Joke Issue

Entire Class of 2016 signs into Terrace*

All 1,346 members of the Class of 2016 signed into Terrace F. Club in the first round of eating club sign-ins, Terrace president Chris St. John ’15 confirmed.

“This was not a computer glitch or some shit,” St. John said. “Everyone wanted to fucking join. Shit.”

When asked whether admission to his club had been capped, or whether the club would utilize a waitlist, St. John blew a cloud of smoke into a reporter’s face.**

It was the club’s unique ethos, encapsulated in its slogan “FOOD=LOVE,” that attracted the entire sophomore class, multiple sophomores independently confirmed.

“At T.I., food equals hot dogs, and at Ivy it equals gastroenteritis, so …” Jack Rader ’16, a hockey player who just signed into Terrace, said.

Annie Johnson ’16, a member of the Pi Beta Phi sorority who said she had previously planned to join her sisters in Ivy Club, said she was “definitely in it for the live music.”

“I just felt like I was more alternative than most of Princeton, you know?” Johnson said. “I wanted a place where I could, like, really belong.”

Johnson said she settled on Terrace during Lawnparties, when she observed that, while the rest of campus wore preppy clothing on purpose, Terrace members wore it “ironically.”

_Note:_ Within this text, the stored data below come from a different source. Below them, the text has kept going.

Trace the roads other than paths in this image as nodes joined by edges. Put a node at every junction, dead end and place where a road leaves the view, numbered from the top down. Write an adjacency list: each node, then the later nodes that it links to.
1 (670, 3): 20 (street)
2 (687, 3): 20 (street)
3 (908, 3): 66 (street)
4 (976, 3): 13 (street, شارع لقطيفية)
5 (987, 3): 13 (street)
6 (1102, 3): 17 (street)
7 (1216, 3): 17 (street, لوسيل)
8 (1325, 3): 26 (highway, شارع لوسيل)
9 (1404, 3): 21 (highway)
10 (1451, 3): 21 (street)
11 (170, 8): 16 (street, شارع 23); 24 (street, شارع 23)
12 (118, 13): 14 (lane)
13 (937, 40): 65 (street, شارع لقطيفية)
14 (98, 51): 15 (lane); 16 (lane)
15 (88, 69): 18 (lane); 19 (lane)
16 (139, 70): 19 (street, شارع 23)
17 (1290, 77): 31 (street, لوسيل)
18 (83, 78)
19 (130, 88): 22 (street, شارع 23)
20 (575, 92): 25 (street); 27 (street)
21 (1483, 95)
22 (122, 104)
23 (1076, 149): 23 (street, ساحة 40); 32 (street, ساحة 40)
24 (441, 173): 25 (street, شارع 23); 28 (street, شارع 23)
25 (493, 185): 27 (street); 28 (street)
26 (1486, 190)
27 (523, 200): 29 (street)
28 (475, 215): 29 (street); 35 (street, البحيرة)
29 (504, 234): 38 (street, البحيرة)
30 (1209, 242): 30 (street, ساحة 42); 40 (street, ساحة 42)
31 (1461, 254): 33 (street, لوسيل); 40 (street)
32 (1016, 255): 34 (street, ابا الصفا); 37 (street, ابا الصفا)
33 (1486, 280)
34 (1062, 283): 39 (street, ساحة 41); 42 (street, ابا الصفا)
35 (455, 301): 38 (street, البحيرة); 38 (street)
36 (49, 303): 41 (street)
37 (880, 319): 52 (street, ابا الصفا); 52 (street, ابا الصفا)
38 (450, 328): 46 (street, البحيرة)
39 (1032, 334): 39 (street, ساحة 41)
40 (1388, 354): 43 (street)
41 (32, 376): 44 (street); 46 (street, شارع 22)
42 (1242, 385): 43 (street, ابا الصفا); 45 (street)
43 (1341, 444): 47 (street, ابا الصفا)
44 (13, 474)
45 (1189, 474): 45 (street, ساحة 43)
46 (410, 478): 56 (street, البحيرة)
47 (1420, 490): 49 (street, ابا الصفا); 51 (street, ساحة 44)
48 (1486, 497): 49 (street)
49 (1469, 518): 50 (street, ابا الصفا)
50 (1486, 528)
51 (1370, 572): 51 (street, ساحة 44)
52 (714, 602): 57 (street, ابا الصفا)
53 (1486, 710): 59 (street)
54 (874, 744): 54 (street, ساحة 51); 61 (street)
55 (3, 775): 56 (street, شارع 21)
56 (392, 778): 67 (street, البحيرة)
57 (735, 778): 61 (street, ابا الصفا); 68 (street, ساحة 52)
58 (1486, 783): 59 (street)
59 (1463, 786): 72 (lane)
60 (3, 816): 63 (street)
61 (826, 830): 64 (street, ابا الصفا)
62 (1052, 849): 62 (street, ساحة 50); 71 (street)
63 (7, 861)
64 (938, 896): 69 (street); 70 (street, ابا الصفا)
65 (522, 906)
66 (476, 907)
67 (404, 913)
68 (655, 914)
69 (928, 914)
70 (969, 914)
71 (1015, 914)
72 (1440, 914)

“Terrans are just more real than everyone else, you know?” Johnson said. “Reading Thought Catalog and doing an African American studies certificate has really opened my eyes to the ways the eating club system is problematic. How could I think about a club as problematic as Ivy? How could I bicker?”

** St. John asked The Daily Princetonian to clarify that it was cold outside, and the smoke he blew in a reporter’s face was simply the kind of smoke that appears when you breathe outside in cold weather.

* Just in case you’re a reporter for The Daily Caller looking to dig up dirt, please note that this article is part of The Daily Princetonian’s annual joke issue. Use discretion before citing.